[What you need to do]: Everything in the listing below should be written out again exactly, except the pictures.

[Records]:
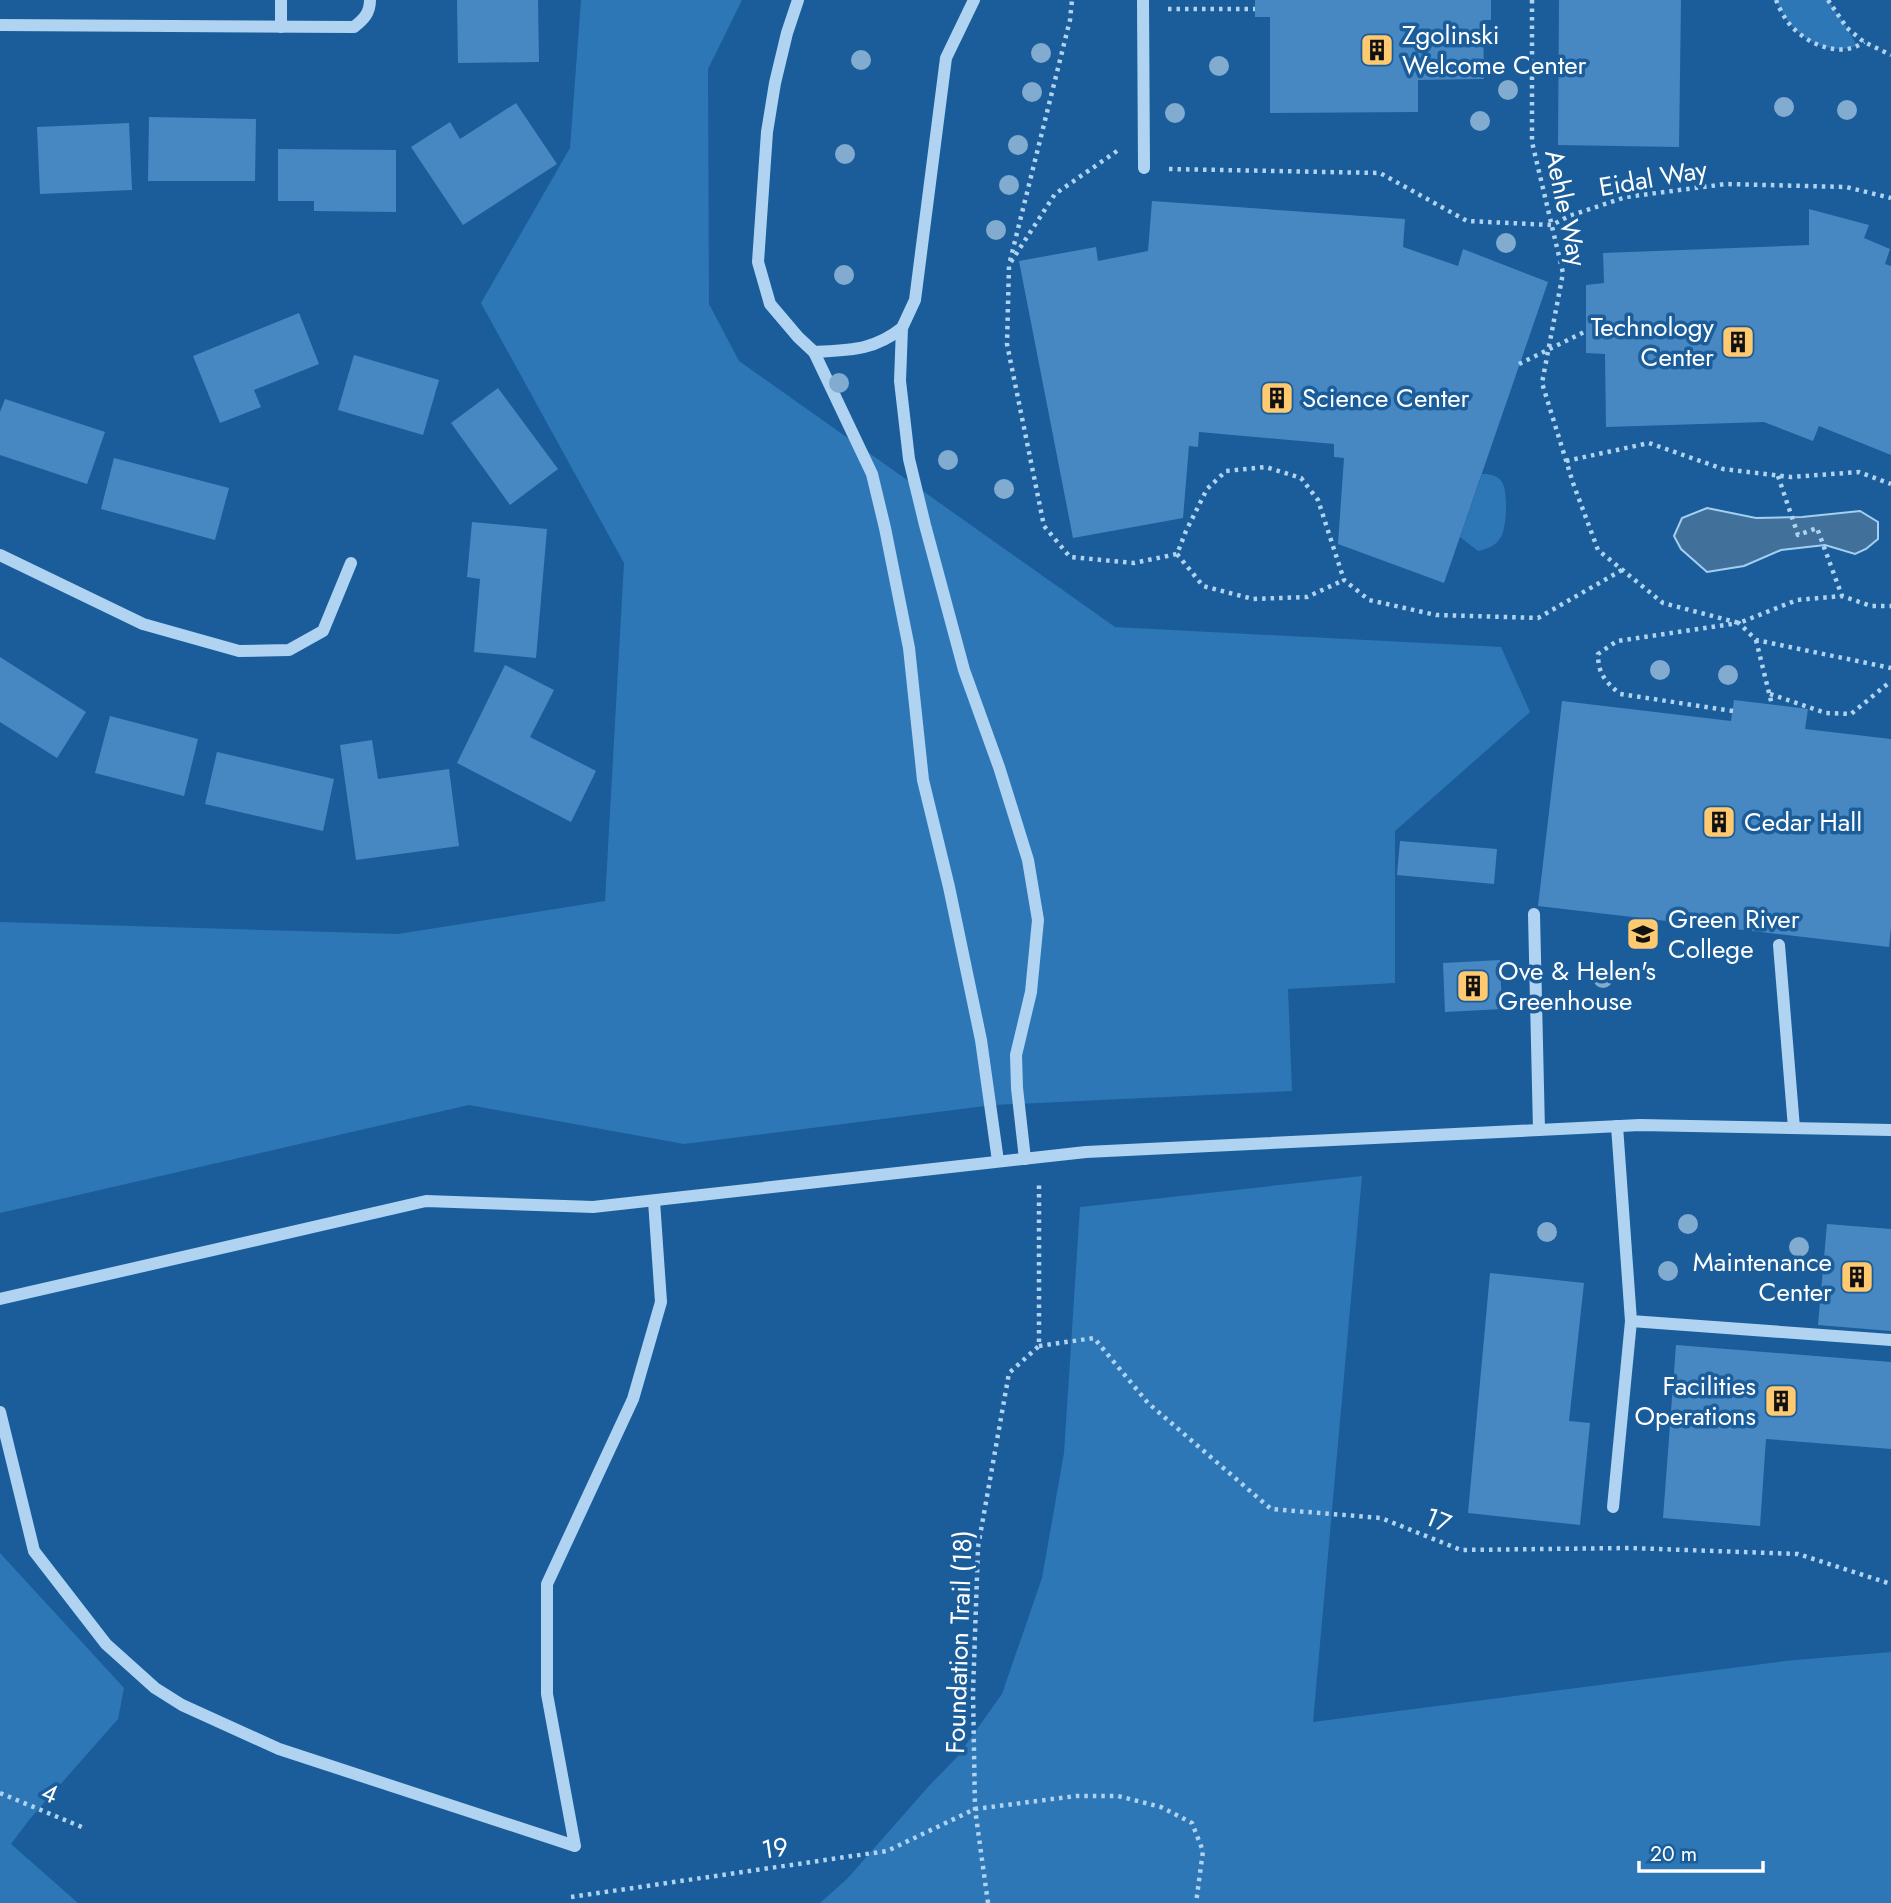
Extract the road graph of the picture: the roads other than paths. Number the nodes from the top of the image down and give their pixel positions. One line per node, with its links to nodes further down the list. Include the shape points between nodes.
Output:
1 (281, 0): 7 (street)
2 (370, 0): 7 (street, via 366,16 354,27)
3 (798, 0): 10 (street, via 767,132 758,262 770,304)
4 (974, 0): 9 (street, via 946,58 915,300)
5 (1143, 4): 8 (street)
6 (0, 25): 7 (street)
7 (281, 26)
8 (1144, 168)
9 (902, 328): 10 (street, via 866,348); 19 (street, via 900,382 912,472 964,670 1028,860 1038,920 1031,992 1016,1055)
10 (814, 352): 20 (street, via 872,474 885,528 908,648 923,780 981,1040)
11 (0, 555): 12 (street, via 143,624 239,651 289,650 323,631)
12 (351, 563)
13 (1534, 915): 17 (street)
14 (1779, 945): 16 (street)
15 (1617, 1126): 16 (street); 17 (street); 23 (street)
16 (1794, 1128): 18 (street)
17 (1539, 1130): 19 (street, via 1086,1152)
18 (1891, 1130)
19 (1025, 1159): 20 (street)
20 (998, 1161): 21 (street)
21 (654, 1201): 22 (street, via 593,1208 426,1201); 25 (street, via 661,1302 633,1399 547,1584 547,1695 575,1846 279,1749 155,1688 106,1644 34,1551)
22 (0, 1299)
23 (1631, 1321): 24 (street); 26 (street)
24 (1891, 1340)
25 (0, 1412)
26 (1613, 1507)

[Output for this task]:
Extract the road graph of the picture: the roads other than paths. Number the nodes from the top of the image down and give their pixel positions. One line per node, with its links to nodes further down the list. Include the shape points between nodes.
Output:
1 (281, 0): 7 (street)
2 (370, 0): 7 (street, via 366,16 354,27)
3 (798, 0): 10 (street, via 767,132 758,262 770,304)
4 (974, 0): 9 (street, via 946,58 915,300)
5 (1143, 4): 8 (street)
6 (0, 25): 7 (street)
7 (281, 26)
8 (1144, 168)
9 (902, 328): 10 (street, via 866,348); 19 (street, via 900,382 912,472 964,670 1028,860 1038,920 1031,992 1016,1055)
10 (814, 352): 20 (street, via 872,474 885,528 908,648 923,780 981,1040)
11 (0, 555): 12 (street, via 143,624 239,651 289,650 323,631)
12 (351, 563)
13 (1534, 915): 17 (street)
14 (1779, 945): 16 (street)
15 (1617, 1126): 16 (street); 17 (street); 23 (street)
16 (1794, 1128): 18 (street)
17 (1539, 1130): 19 (street, via 1086,1152)
18 (1891, 1130)
19 (1025, 1159): 20 (street)
20 (998, 1161): 21 (street)
21 (654, 1201): 22 (street, via 593,1208 426,1201); 25 (street, via 661,1302 633,1399 547,1584 547,1695 575,1846 279,1749 155,1688 106,1644 34,1551)
22 (0, 1299)
23 (1631, 1321): 24 (street); 26 (street)
24 (1891, 1340)
25 (0, 1412)
26 (1613, 1507)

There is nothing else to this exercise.